Top of RECORD SET
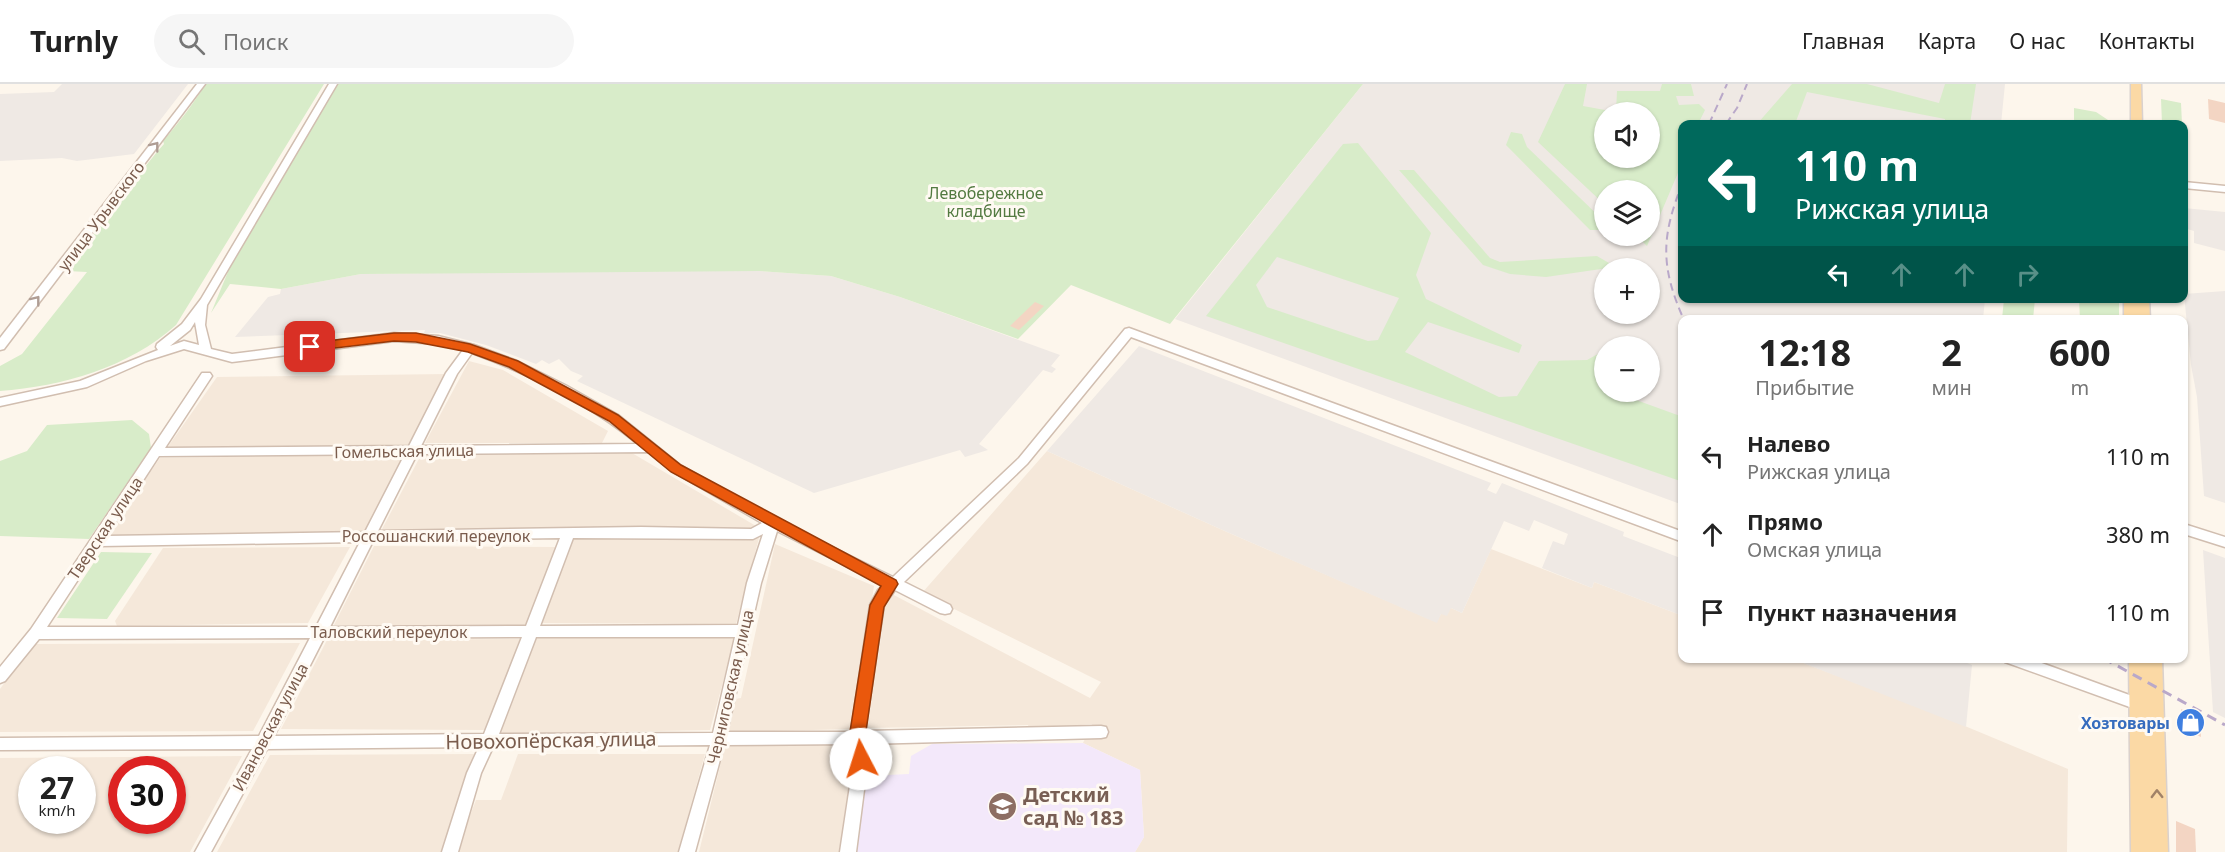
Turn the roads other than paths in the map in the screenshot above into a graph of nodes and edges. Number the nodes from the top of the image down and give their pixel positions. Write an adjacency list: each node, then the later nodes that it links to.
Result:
1 (201, 84): 10 (street, улица Урывского, one-way to 1)
2 (333, 84): 9 (street)
3 (2127, 84): 5 (main road)
4 (2136, 84): 6 (main road)
5 (2127, 120)
6 (2137, 120)
7 (2188, 185): 8 (street)
8 (2225, 189)
9 (206, 301): 12 (street); 13 (street)
10 (0, 346)
11 (470, 348): 12 (street); 17 (street); 18 (street, Ивановская улица)
12 (207, 350): 13 (street)
13 (141, 359): 15 (street)
14 (206, 376): 19 (street, Тверская улица)
15 (0, 403): 16 (street)
16 (39, 405)
17 (651, 448): 18 (street, Гомельская улица); 20 (street)
18 (412, 449): 19 (street, Гомельская улица); 24 (street, Ивановская улица)
19 (157, 452): 25 (street, Тверская улица)
20 (773, 523): 22 (street, Россошанский переулок); 27 (street); 29 (street, Черниговская улица)
21 (2188, 530): 26 (street)
22 (568, 535): 24 (street, Россошанский переулок); 30 (street)
23 (1678, 535): 27 (street)
24 (371, 536): 25 (street, Россошанский переулок); 31 (street, Ивановская улица)
25 (96, 541): 32 (street, Тверская улица)
26 (2225, 542)
27 (891, 584): 28 (street); 40 (street)
28 (945, 609)
29 (743, 630): 30 (street, Таловский переулок); 39 (street, Черниговская улица)
30 (531, 631): 31 (street, Таловский переулок); 42 (street)
31 (320, 632): 32 (street, Таловский переулок); 41 (street, Ивановская улица)
32 (36, 633): 36 (street, Тверская улица)
33 (2024, 663): 37 (street)
34 (2138, 663): 37 (main road)
35 (2153, 663): 49 (main road, one-way to 35)
36 (0, 677)
37 (2138, 704): 48 (main road)
38 (1101, 732): 40 (street, Новохопёрская улица)
39 (719, 738): 40 (street, Новохопёрская улица); 42 (street, Новохопёрская улица); 46 (street, Черниговская улица)
40 (857, 738): 47 (street)
41 (262, 741): 42 (street, Новохопёрская улица); 43 (street, Новохопёрская улица); 44 (street, Ивановская улица)
42 (489, 741): 45 (street)
43 (0, 744)
44 (203, 852)
45 (450, 852)
46 (687, 852)
47 (848, 852)
48 (2140, 852)
49 (2158, 852)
Bottom of RECORD SET
▸ **TASK**
Write the records out in full, word for word; leave every picture behind.

▸ **RESPONSE AREA**
Turn the roads other than paths in the map in the screenshot above into a graph of nodes and edges. Number the nodes from the top of the image down and give their pixel positions. Write an adjacency list: each node, then the later nodes that it links to.
Result:
1 (201, 84): 10 (street, улица Урывского, one-way to 1)
2 (333, 84): 9 (street)
3 (2127, 84): 5 (main road)
4 (2136, 84): 6 (main road)
5 (2127, 120)
6 (2137, 120)
7 (2188, 185): 8 (street)
8 (2225, 189)
9 (206, 301): 12 (street); 13 (street)
10 (0, 346)
11 (470, 348): 12 (street); 17 (street); 18 (street, Ивановская улица)
12 (207, 350): 13 (street)
13 (141, 359): 15 (street)
14 (206, 376): 19 (street, Тверская улица)
15 (0, 403): 16 (street)
16 (39, 405)
17 (651, 448): 18 (street, Гомельская улица); 20 (street)
18 (412, 449): 19 (street, Гомельская улица); 24 (street, Ивановская улица)
19 (157, 452): 25 (street, Тверская улица)
20 (773, 523): 22 (street, Россошанский переулок); 27 (street); 29 (street, Черниговская улица)
21 (2188, 530): 26 (street)
22 (568, 535): 24 (street, Россошанский переулок); 30 (street)
23 (1678, 535): 27 (street)
24 (371, 536): 25 (street, Россошанский переулок); 31 (street, Ивановская улица)
25 (96, 541): 32 (street, Тверская улица)
26 (2225, 542)
27 (891, 584): 28 (street); 40 (street)
28 (945, 609)
29 (743, 630): 30 (street, Таловский переулок); 39 (street, Черниговская улица)
30 (531, 631): 31 (street, Таловский переулок); 42 (street)
31 (320, 632): 32 (street, Таловский переулок); 41 (street, Ивановская улица)
32 (36, 633): 36 (street, Тверская улица)
33 (2024, 663): 37 (street)
34 (2138, 663): 37 (main road)
35 (2153, 663): 49 (main road, one-way to 35)
36 (0, 677)
37 (2138, 704): 48 (main road)
38 (1101, 732): 40 (street, Новохопёрская улица)
39 (719, 738): 40 (street, Новохопёрская улица); 42 (street, Новохопёрская улица); 46 (street, Черниговская улица)
40 (857, 738): 47 (street)
41 (262, 741): 42 (street, Новохопёрская улица); 43 (street, Новохопёрская улица); 44 (street, Ивановская улица)
42 (489, 741): 45 (street)
43 (0, 744)
44 (203, 852)
45 (450, 852)
46 (687, 852)
47 (848, 852)
48 (2140, 852)
49 (2158, 852)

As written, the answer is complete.